*** Opening MATERIAL PROVIDED ***

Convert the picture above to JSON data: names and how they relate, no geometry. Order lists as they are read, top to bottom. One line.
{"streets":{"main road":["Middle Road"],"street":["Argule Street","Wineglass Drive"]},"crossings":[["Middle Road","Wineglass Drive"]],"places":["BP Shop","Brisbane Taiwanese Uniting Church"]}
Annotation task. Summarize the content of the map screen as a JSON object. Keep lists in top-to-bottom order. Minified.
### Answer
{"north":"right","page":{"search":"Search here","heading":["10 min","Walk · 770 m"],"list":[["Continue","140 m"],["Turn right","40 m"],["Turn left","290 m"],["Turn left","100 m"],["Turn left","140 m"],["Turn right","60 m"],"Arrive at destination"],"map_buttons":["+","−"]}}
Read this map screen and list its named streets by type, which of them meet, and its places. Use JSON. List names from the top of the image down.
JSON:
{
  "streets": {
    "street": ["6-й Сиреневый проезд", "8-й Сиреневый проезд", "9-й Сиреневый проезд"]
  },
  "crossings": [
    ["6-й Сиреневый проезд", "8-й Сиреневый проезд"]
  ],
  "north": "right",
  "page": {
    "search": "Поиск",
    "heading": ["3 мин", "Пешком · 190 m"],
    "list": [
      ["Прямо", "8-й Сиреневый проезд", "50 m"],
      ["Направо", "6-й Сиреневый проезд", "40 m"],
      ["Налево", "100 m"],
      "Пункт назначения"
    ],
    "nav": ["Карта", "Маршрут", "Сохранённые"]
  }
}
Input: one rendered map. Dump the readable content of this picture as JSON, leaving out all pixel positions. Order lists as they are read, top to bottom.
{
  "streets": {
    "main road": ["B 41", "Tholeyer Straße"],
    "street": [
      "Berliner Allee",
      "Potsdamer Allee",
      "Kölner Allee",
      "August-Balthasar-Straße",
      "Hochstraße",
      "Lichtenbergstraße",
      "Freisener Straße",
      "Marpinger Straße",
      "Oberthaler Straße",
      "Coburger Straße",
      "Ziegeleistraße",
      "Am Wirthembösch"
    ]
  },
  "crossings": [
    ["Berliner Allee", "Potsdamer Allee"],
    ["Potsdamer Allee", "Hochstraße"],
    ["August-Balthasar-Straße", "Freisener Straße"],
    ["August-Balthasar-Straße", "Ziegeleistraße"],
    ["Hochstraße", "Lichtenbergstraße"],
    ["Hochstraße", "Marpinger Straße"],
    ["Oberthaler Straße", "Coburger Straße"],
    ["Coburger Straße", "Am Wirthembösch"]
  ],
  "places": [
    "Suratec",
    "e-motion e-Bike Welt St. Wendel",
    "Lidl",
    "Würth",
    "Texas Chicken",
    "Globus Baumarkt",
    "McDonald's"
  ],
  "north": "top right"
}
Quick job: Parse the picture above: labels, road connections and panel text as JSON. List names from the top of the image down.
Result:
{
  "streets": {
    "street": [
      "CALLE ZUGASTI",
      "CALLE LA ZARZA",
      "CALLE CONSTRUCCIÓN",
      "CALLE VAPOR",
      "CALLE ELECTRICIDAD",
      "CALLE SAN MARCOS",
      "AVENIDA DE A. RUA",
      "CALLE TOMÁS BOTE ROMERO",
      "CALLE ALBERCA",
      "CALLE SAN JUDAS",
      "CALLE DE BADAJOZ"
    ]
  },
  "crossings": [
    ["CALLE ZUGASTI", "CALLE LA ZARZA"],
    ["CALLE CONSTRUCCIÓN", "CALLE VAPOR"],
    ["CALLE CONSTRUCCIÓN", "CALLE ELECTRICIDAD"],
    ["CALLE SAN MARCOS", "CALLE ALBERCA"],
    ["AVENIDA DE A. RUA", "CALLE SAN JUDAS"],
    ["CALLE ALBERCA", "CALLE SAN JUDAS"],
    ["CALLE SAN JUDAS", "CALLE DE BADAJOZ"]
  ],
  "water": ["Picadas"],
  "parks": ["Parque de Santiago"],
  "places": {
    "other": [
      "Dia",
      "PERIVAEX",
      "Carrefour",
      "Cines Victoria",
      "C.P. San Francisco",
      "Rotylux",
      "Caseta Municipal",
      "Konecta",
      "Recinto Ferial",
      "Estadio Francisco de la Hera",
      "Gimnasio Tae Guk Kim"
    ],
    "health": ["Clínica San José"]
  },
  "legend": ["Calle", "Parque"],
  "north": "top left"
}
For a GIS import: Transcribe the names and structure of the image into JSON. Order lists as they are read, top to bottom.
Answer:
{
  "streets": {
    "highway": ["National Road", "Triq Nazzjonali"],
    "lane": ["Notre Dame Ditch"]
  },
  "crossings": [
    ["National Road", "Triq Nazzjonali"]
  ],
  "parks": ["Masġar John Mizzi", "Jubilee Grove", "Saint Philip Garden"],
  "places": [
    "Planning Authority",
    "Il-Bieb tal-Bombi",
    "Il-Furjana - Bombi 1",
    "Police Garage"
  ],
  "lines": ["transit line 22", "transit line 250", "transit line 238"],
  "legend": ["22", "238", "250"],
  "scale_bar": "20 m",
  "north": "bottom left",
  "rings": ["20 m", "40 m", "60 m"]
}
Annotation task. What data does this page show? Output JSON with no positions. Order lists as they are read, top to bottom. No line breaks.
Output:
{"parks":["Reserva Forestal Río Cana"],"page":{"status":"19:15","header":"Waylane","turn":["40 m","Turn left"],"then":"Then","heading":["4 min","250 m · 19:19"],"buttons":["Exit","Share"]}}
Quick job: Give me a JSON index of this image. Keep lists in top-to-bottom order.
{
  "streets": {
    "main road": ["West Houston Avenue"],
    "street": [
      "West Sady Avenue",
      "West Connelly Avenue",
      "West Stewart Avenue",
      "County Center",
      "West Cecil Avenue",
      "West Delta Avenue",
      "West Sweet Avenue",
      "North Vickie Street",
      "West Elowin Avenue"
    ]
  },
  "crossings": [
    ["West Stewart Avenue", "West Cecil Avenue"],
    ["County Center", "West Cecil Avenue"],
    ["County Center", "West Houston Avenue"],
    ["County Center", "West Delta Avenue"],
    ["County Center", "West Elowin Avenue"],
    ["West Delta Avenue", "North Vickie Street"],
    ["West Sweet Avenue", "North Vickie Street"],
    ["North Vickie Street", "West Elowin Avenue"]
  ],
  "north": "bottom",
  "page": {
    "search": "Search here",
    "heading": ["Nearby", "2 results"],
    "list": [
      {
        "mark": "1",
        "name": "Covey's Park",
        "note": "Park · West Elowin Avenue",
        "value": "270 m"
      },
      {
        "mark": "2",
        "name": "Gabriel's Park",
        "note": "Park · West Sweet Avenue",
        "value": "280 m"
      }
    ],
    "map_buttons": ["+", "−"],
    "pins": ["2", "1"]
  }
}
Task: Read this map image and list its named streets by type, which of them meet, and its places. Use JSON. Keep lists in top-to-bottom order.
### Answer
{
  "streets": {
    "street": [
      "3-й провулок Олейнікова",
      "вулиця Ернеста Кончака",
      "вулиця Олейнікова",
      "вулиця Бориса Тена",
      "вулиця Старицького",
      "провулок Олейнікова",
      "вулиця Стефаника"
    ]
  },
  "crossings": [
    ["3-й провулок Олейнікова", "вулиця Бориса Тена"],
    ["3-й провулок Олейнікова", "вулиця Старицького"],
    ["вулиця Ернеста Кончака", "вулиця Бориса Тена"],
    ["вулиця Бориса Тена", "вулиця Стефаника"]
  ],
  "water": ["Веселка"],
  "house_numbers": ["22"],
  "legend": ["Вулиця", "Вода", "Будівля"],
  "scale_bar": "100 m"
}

*** Closing MATERIAL PROVIDED ***

Only lines containing "down" belong in the answer; copy every such line from the records.

Read this map screen and list its named streets by type, which of them meet, and its places. Use JSON. List names from the top of the image down.
Quick job: Parse the picture above: labels, road connections and panel text as JSON. List names from the top of the image down.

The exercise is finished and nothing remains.